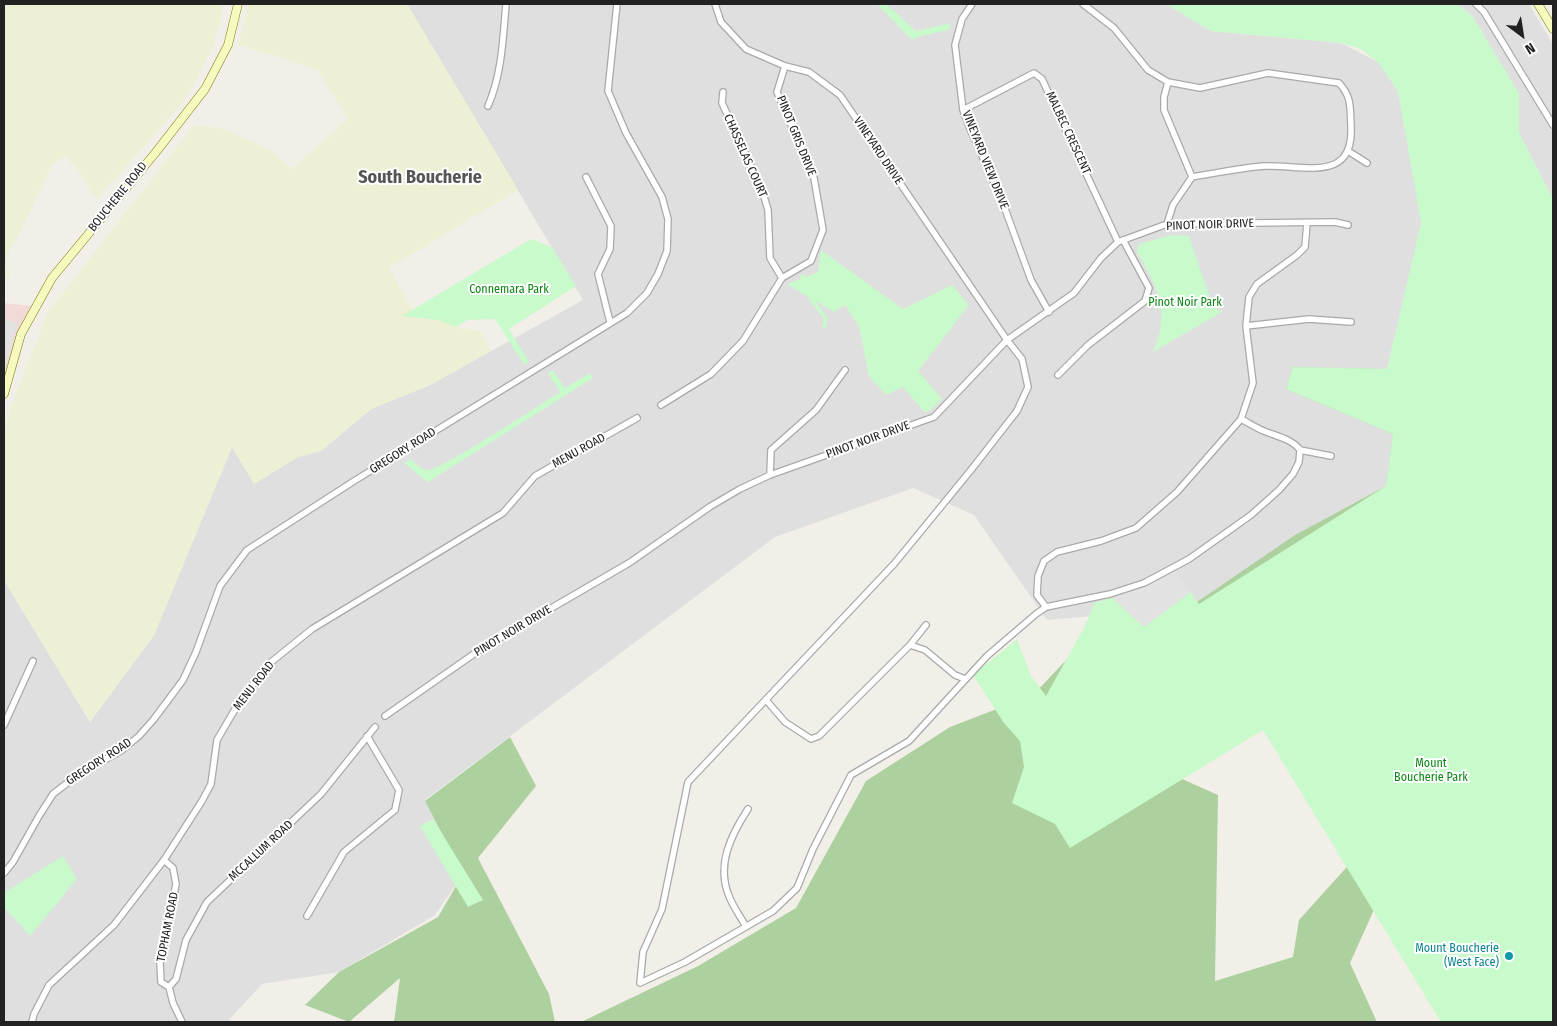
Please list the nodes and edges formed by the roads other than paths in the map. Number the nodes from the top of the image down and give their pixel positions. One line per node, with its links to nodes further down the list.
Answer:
1 (238, 4): 32 (main road, BOUCHERIE ROAD)
2 (506, 4): 13 (street)
3 (617, 4): 26 (street, GREGORY ROAD)
4 (715, 4): 10 (street, VINEYARD DRIVE)
5 (972, 4): 14 (street, VINEYARD VIEW DRIVE)
6 (1083, 4): 11 (street)
7 (1476, 4): 15 (street)
8 (1538, 4): 9 (main road)
9 (1553, 29)
10 (786, 66): 24 (street, PINOT GRIS DRIVE); 29 (street, VINEYARD DRIVE)
11 (1168, 82): 16 (street); 19 (street)
12 (723, 92): 24 (street, CHASSELAS COURT)
13 (488, 106)
14 (963, 110): 23 (street, MALBEC CRESCENT); 25 (street, VINEYARD VIEW DRIVE)
15 (1553, 125)
16 (1348, 151): 17 (street); 19 (street)
17 (1367, 163)
18 (586, 177): 26 (street)
19 (1192, 177): 21 (street)
20 (1307, 223): 21 (street, PINOT NOIR DRIVE); 22 (street, PINOT NOIR DRIVE); 28 (street)
21 (1166, 224): 23 (street, PINOT NOIR DRIVE)
22 (1348, 225)
23 (1121, 241): 25 (street, PINOT NOIR DRIVE); 31 (street)
24 (782, 278): 33 (street, PINOT GRIS DRIVE)
25 (1049, 312): 29 (street, PINOT NOIR DRIVE)
26 (610, 322): 51 (street, GREGORY ROAD)
27 (1351, 322): 28 (street)
28 (1246, 326): 35 (street)
29 (1007, 340): 38 (street, PINOT NOIR DRIVE); 44 (street, VINEYARD DRIVE)
30 (845, 370): 38 (street)
31 (1058, 375)
32 (4, 394)
33 (661, 405)
34 (637, 418): 50 (street, MENU ROAD)
35 (1241, 419): 36 (street); 39 (street)
36 (1300, 450): 37 (street); 39 (street)
37 (1331, 456)
38 (770, 475): 45 (street, PINOT NOIR DRIVE)
39 (1046, 607): 43 (street)
40 (926, 625): 41 (street)
41 (910, 645): 43 (street); 44 (street)
42 (33, 661): 46 (street)
43 (965, 679): 53 (street)
44 (766, 700): 53 (street, VINEYARD DRIVE)
45 (385, 716)
46 (4, 725)
47 (375, 728): 48 (street, MCCALLUM ROAD)
48 (367, 736): 52 (street); 54 (street, MCCALLUM ROAD)
49 (748, 809): 53 (street)
50 (164, 860): 54 (street, TOPHAM ROAD); 55 (street, MENU ROAD)
51 (4, 873)
52 (307, 916)
53 (746, 927)
54 (169, 987): 56 (street, TOPHAM ROAD)
55 (32, 1022)
56 (182, 1022)

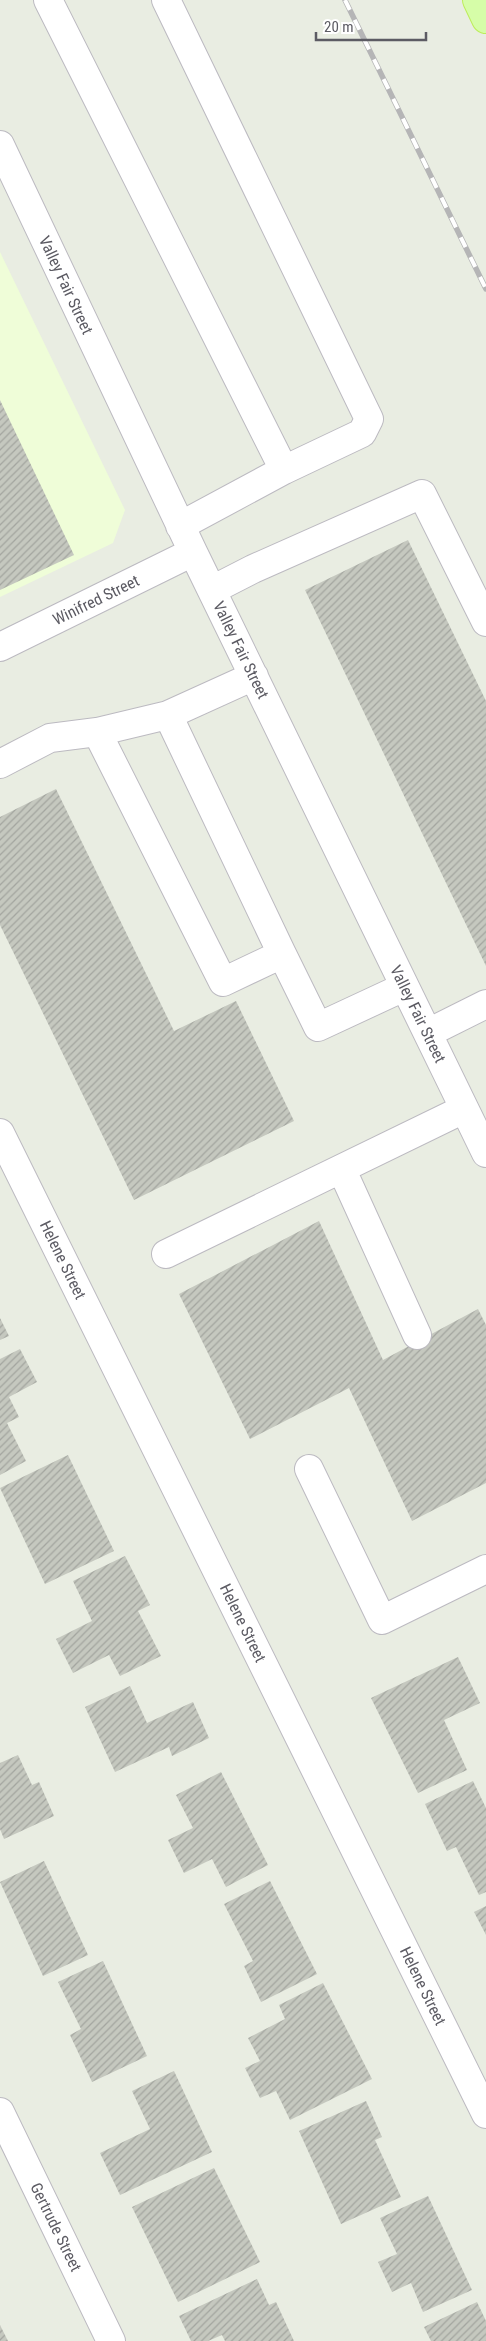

--

Exercise requirements: All lines that include the word "VIEW" must be copied from the material above.

Task response:
5 (972, 4): 14 (street, VINEYARD VIEW DRIVE)
14 (963, 110): 23 (street, MALBEC CRESCENT); 25 (street, VINEYARD VIEW DRIVE)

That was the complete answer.